Relay-Version: version B 2.10 5/3/83; site utzoo.UUCP
Path: utzoo!utgpu!water!watmath!clyde!ima!johnl
From: johnl@ima.UUCP
Newsgroups: comp.compilers
Subject: Re: Yacc poll
Message-ID: <654@ima.ISC.COM>
Date: Fri, 14-Aug-87 13:38:41 EDT
Article-I.D.: ima.654
Posted: Fri Aug 14 13:38:41 1987
Date-Received: Sun, 16-Aug-87 09:44:19 EDT
References: <642@ima.ISC.COM> <378@hubcap.UUCP>
Sender: johnl@ima.ISC.COM
Reply-To: ihnp4!m10ux!mnc (52171-Michael Condict--MHx7002 (mh****)m000)
Lines: 148
Approved: compilers@ima.UUCP
Summary: Writing recursive descent parsers

In article <378@hubcap.UUCP>, steve@hubcap.clemson.edu ("Steve" Stevenson) writes:
> Hand-writing a recursive descent parser makes as much sense as hand-writing
> a LALR(1) parser.  Why don't you use yacc-lex to write a simple input
> mimic of yacc, then use a reasonable plagiarism (like from Backhouse's
> book.)
> 

Actually, it makes a lot more sense.  The natural control structure for
implementing a recursive-descent parser is a set of mutually recursive
procedures, one per syntactic construct.  This is a much simpler structure,
bearing a much more obvious resemblance to the grammar, than the structure
that results from hand-coding a bottom-up parser.  In fact, writing
the control structure of a recursive-descent parser from the grammar can be
done as fast as you can type it in, and will result in a program that is
no larger than a yacc grammar.  The only difficult part (and it is not
difficult for a well-designed language) is to figure out the set of tokens
that can begin each type of construct, so that you can decide which of
several recursive procedures to call (or whether to return).  I've been
able to do this correctly in my head as I typed in the parser for several
programming languages, including C and Pascal.

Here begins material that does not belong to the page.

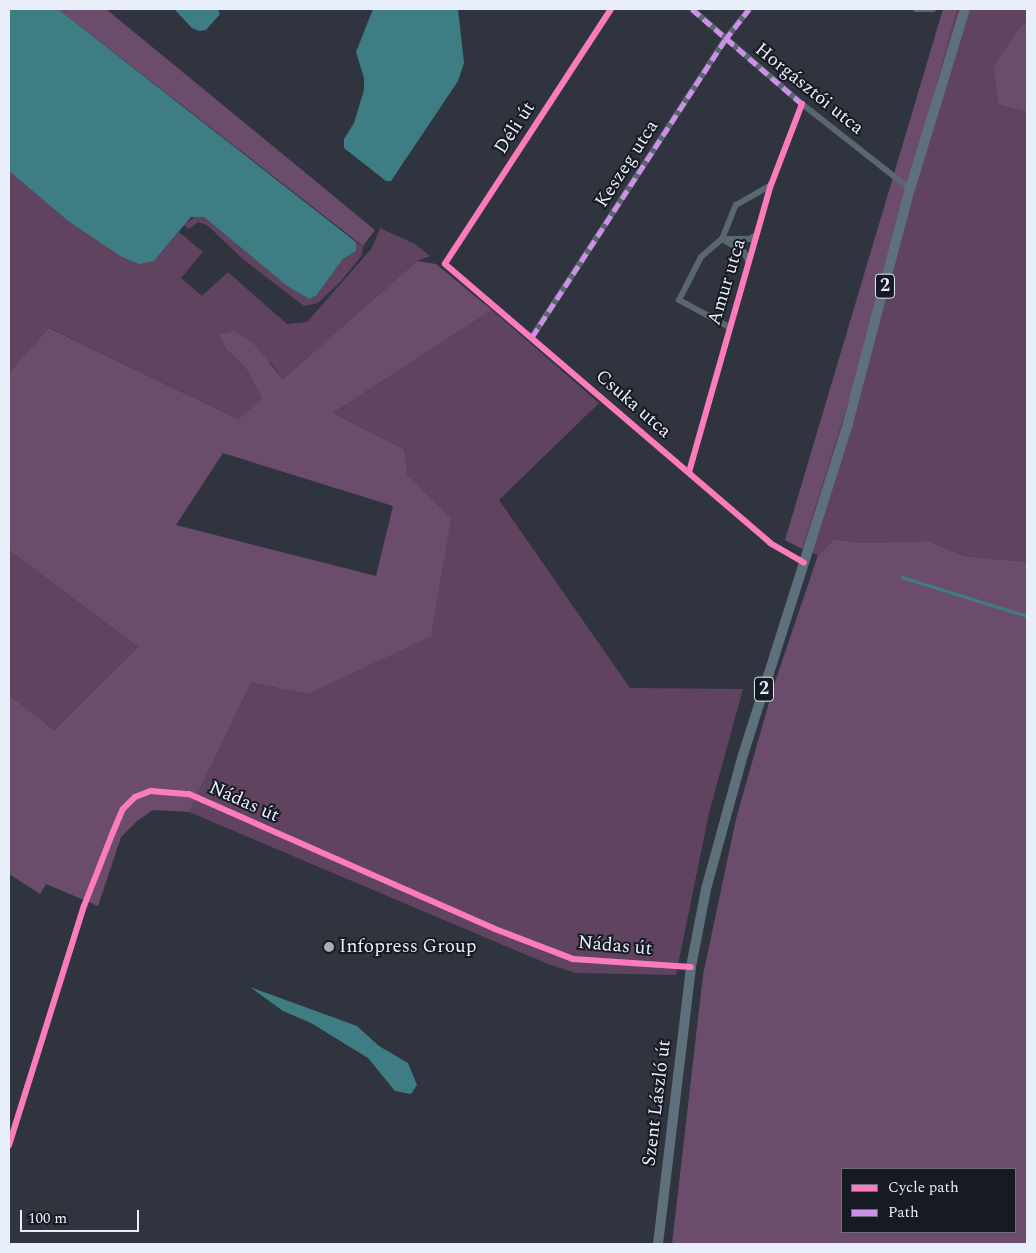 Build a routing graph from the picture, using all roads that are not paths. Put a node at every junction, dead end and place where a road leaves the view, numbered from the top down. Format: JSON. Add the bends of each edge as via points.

The advantages of a hand-written parser include:

(1) Speed.  By a few carefully chosen modifications of the program produced by
    a literal transcription of the grammar, an experienced programmer can easily
    obtain a parser that is substantially faster than yacc.  If pressed, I have
    examples supporting this claim.  The obvious optimizations are to collapse
    the code of separate, non-recursive constructs and to use some sort of
    precedence-based technique for handling the expression portion of the
    language.  Of course it is also easy to obtain recursive-descent parsers
    that are slower than yacc, but at least you can control the efficiency.

(2) Flexibility in error-reporting and recovery.  You control the code -- you
    can do anything you want.  This should be obvious.  And as someone pointed
    out, you can use abstractions like: EXPECT(token, msg, skip_set) to mean

	"Expect to find the specified token as the current token.  If so, read
	past it; otherwise print the specified error message and read tokens
	until you find the expected one or one in the skip_set.  If the
	expected one was found, read past it."

    This produces error recovery that is at least the same quality as in yacc
    and at least as obvious from looking at the code.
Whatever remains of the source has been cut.